======== SUPPLIED DATA ========

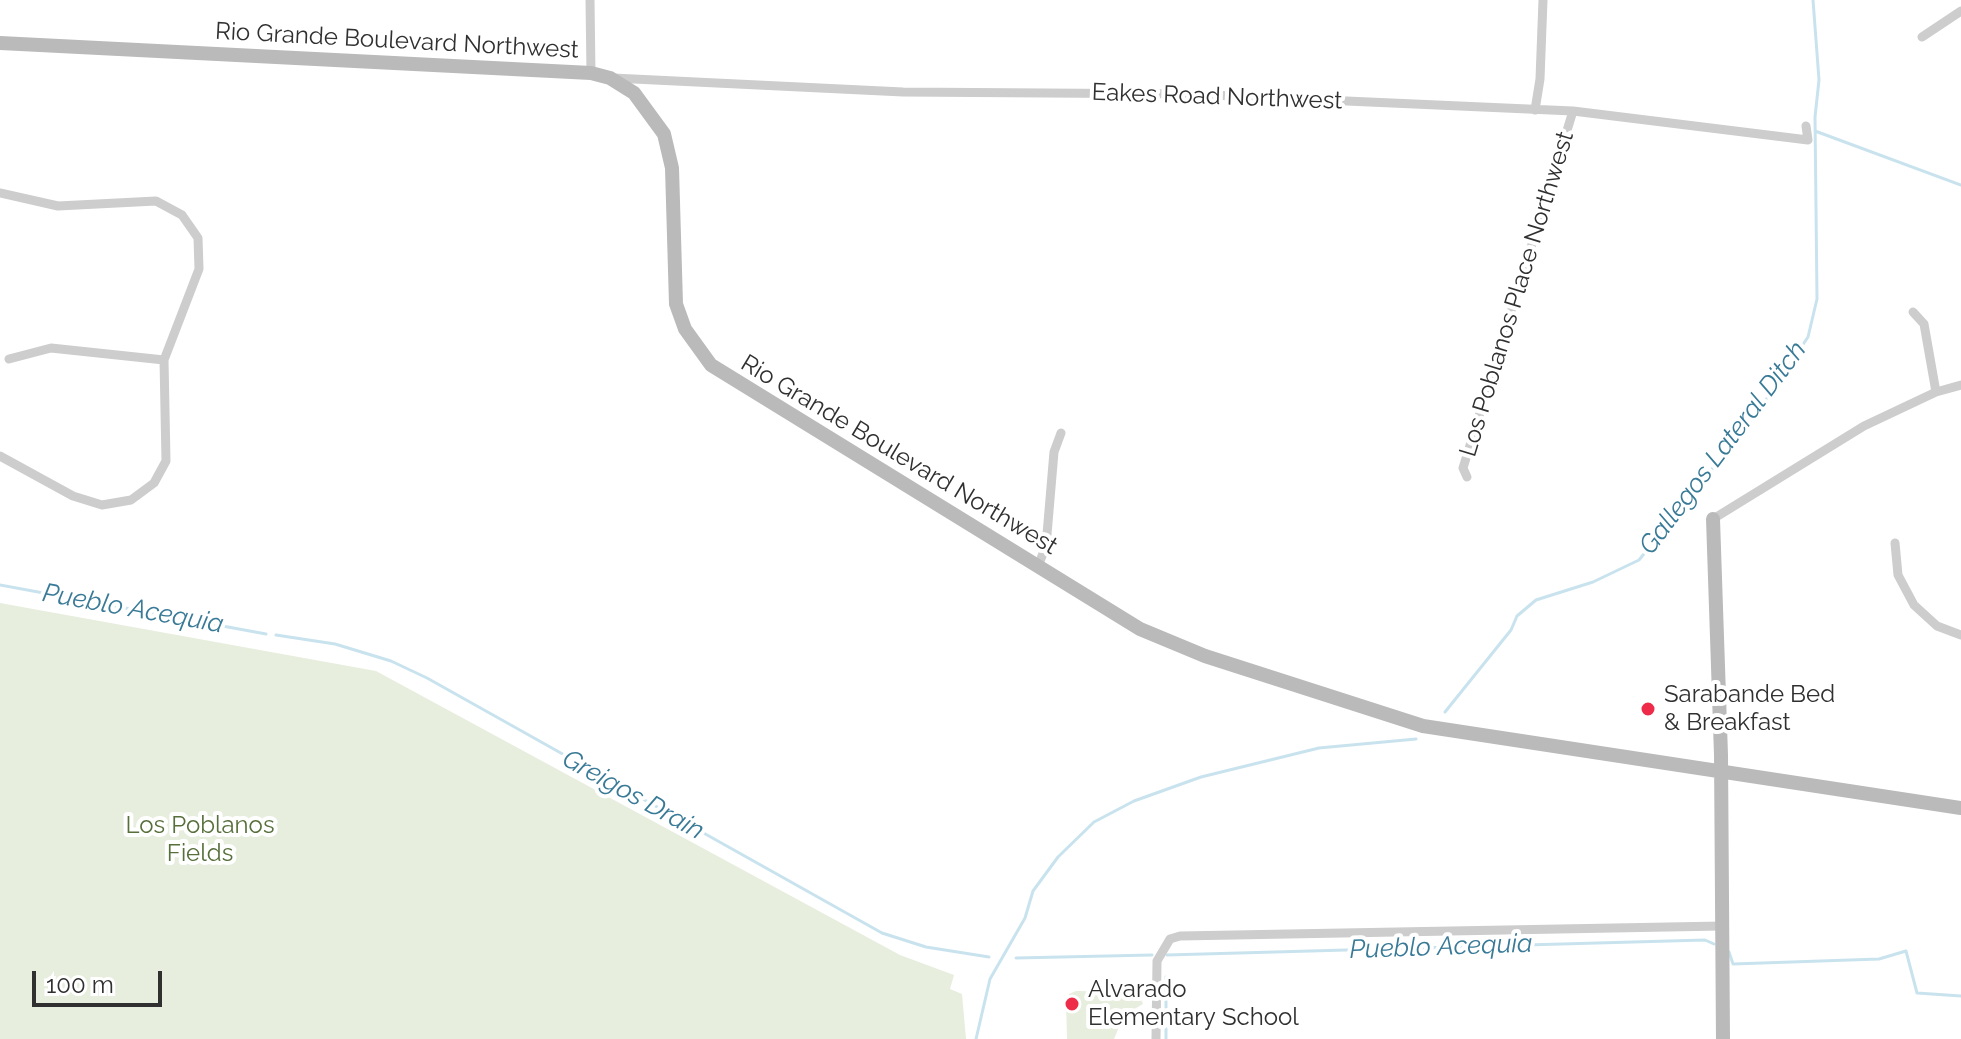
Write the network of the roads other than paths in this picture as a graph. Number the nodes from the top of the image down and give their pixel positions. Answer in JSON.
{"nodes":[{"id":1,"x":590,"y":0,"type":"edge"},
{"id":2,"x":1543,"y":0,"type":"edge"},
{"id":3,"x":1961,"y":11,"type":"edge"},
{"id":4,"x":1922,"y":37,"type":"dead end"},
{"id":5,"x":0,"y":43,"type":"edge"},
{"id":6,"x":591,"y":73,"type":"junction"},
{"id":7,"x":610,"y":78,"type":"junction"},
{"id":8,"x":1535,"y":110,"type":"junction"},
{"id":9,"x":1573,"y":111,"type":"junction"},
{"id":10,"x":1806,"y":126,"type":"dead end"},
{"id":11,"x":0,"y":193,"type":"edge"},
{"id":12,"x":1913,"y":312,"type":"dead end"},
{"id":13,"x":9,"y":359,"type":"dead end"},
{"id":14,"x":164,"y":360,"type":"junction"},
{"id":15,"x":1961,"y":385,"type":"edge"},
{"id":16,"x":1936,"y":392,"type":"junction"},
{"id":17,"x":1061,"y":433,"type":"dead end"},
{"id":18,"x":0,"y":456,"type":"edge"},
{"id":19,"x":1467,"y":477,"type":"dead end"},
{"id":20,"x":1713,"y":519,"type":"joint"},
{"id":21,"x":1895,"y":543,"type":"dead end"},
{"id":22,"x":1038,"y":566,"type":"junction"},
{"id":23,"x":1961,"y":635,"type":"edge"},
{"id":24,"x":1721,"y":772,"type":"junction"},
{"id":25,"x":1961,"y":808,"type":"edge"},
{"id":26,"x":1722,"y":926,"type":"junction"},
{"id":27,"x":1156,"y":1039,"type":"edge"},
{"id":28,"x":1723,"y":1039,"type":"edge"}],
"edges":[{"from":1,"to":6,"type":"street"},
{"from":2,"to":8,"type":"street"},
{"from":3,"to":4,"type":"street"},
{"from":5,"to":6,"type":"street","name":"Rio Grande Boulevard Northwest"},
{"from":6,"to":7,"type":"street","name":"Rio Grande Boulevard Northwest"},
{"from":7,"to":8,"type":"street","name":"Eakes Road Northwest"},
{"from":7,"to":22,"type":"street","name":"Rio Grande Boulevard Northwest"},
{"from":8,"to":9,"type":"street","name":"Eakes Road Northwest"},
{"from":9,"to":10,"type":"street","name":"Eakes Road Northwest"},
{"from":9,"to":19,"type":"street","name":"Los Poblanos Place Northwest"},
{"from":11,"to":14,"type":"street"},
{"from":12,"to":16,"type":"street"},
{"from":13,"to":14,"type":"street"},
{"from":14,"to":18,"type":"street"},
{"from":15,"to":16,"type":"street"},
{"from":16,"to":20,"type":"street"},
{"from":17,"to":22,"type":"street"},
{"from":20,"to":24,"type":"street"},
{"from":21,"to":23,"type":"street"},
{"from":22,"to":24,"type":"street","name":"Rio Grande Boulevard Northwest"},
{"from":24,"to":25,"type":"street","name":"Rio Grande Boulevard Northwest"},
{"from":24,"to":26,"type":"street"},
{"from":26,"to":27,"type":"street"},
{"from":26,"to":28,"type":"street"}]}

========

Repeat the data above exactly; images are not part of the copy.

Write the network of the roads other than paths in this picture as a graph. Number the nodes from the top of the image down and give their pixel positions. Answer in JSON.
{"nodes":[{"id":1,"x":590,"y":0,"type":"edge"},
{"id":2,"x":1543,"y":0,"type":"edge"},
{"id":3,"x":1961,"y":11,"type":"edge"},
{"id":4,"x":1922,"y":37,"type":"dead end"},
{"id":5,"x":0,"y":43,"type":"edge"},
{"id":6,"x":591,"y":73,"type":"junction"},
{"id":7,"x":610,"y":78,"type":"junction"},
{"id":8,"x":1535,"y":110,"type":"junction"},
{"id":9,"x":1573,"y":111,"type":"junction"},
{"id":10,"x":1806,"y":126,"type":"dead end"},
{"id":11,"x":0,"y":193,"type":"edge"},
{"id":12,"x":1913,"y":312,"type":"dead end"},
{"id":13,"x":9,"y":359,"type":"dead end"},
{"id":14,"x":164,"y":360,"type":"junction"},
{"id":15,"x":1961,"y":385,"type":"edge"},
{"id":16,"x":1936,"y":392,"type":"junction"},
{"id":17,"x":1061,"y":433,"type":"dead end"},
{"id":18,"x":0,"y":456,"type":"edge"},
{"id":19,"x":1467,"y":477,"type":"dead end"},
{"id":20,"x":1713,"y":519,"type":"joint"},
{"id":21,"x":1895,"y":543,"type":"dead end"},
{"id":22,"x":1038,"y":566,"type":"junction"},
{"id":23,"x":1961,"y":635,"type":"edge"},
{"id":24,"x":1721,"y":772,"type":"junction"},
{"id":25,"x":1961,"y":808,"type":"edge"},
{"id":26,"x":1722,"y":926,"type":"junction"},
{"id":27,"x":1156,"y":1039,"type":"edge"},
{"id":28,"x":1723,"y":1039,"type":"edge"}],
"edges":[{"from":1,"to":6,"type":"street"},
{"from":2,"to":8,"type":"street"},
{"from":3,"to":4,"type":"street"},
{"from":5,"to":6,"type":"street","name":"Rio Grande Boulevard Northwest"},
{"from":6,"to":7,"type":"street","name":"Rio Grande Boulevard Northwest"},
{"from":7,"to":8,"type":"street","name":"Eakes Road Northwest"},
{"from":7,"to":22,"type":"street","name":"Rio Grande Boulevard Northwest"},
{"from":8,"to":9,"type":"street","name":"Eakes Road Northwest"},
{"from":9,"to":10,"type":"street","name":"Eakes Road Northwest"},
{"from":9,"to":19,"type":"street","name":"Los Poblanos Place Northwest"},
{"from":11,"to":14,"type":"street"},
{"from":12,"to":16,"type":"street"},
{"from":13,"to":14,"type":"street"},
{"from":14,"to":18,"type":"street"},
{"from":15,"to":16,"type":"street"},
{"from":16,"to":20,"type":"street"},
{"from":17,"to":22,"type":"street"},
{"from":20,"to":24,"type":"street"},
{"from":21,"to":23,"type":"street"},
{"from":22,"to":24,"type":"street","name":"Rio Grande Boulevard Northwest"},
{"from":24,"to":25,"type":"street","name":"Rio Grande Boulevard Northwest"},
{"from":24,"to":26,"type":"street"},
{"from":26,"to":27,"type":"street"},
{"from":26,"to":28,"type":"street"}]}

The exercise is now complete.